Please, could you print all the lines below exactly, leaving out the pictures?
━━━━━ Data for review
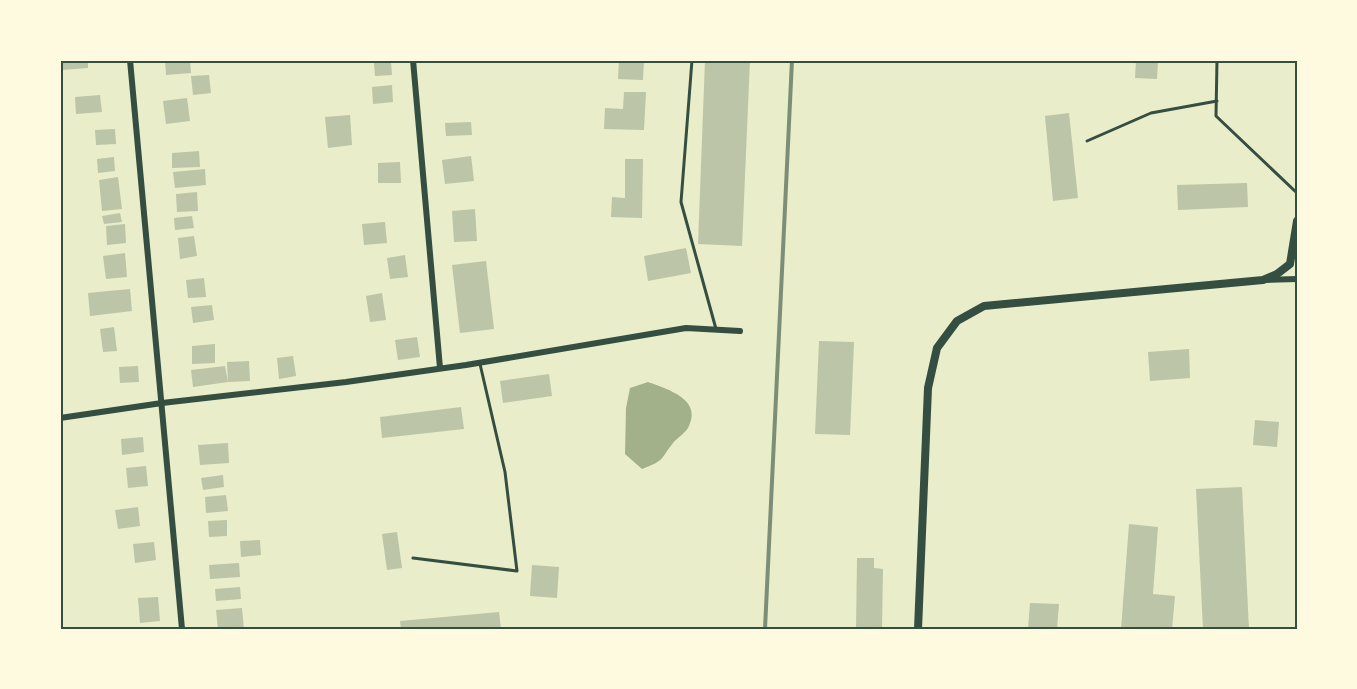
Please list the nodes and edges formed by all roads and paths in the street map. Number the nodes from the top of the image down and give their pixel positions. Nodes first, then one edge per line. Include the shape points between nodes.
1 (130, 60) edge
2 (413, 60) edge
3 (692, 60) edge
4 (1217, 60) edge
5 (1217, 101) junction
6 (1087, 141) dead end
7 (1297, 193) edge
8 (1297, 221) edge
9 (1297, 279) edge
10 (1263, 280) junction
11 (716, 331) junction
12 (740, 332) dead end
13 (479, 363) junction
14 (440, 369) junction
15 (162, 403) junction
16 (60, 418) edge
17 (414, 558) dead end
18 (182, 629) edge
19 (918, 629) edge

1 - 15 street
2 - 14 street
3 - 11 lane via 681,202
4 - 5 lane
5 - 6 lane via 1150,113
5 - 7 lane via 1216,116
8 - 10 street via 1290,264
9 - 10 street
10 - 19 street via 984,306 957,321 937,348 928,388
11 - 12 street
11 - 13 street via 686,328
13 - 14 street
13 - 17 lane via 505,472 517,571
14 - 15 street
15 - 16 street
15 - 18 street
━━━━━━━━━━
Response to this task ::
Please list the nodes and edges formed by all roads and paths in the street map. Number the nodes from the top of the image down and give their pixel positions. Nodes first, then one edge per line. Include the shape points between nodes.
1 (130, 60) edge
2 (413, 60) edge
3 (692, 60) edge
4 (1217, 60) edge
5 (1217, 101) junction
6 (1087, 141) dead end
7 (1297, 193) edge
8 (1297, 221) edge
9 (1297, 279) edge
10 (1263, 280) junction
11 (716, 331) junction
12 (740, 332) dead end
13 (479, 363) junction
14 (440, 369) junction
15 (162, 403) junction
16 (60, 418) edge
17 (414, 558) dead end
18 (182, 629) edge
19 (918, 629) edge

1 - 15 street
2 - 14 street
3 - 11 lane via 681,202
4 - 5 lane
5 - 6 lane via 1150,113
5 - 7 lane via 1216,116
8 - 10 street via 1290,264
9 - 10 street
10 - 19 street via 984,306 957,321 937,348 928,388
11 - 12 street
11 - 13 street via 686,328
13 - 14 street
13 - 17 lane via 505,472 517,571
14 - 15 street
15 - 16 street
15 - 18 street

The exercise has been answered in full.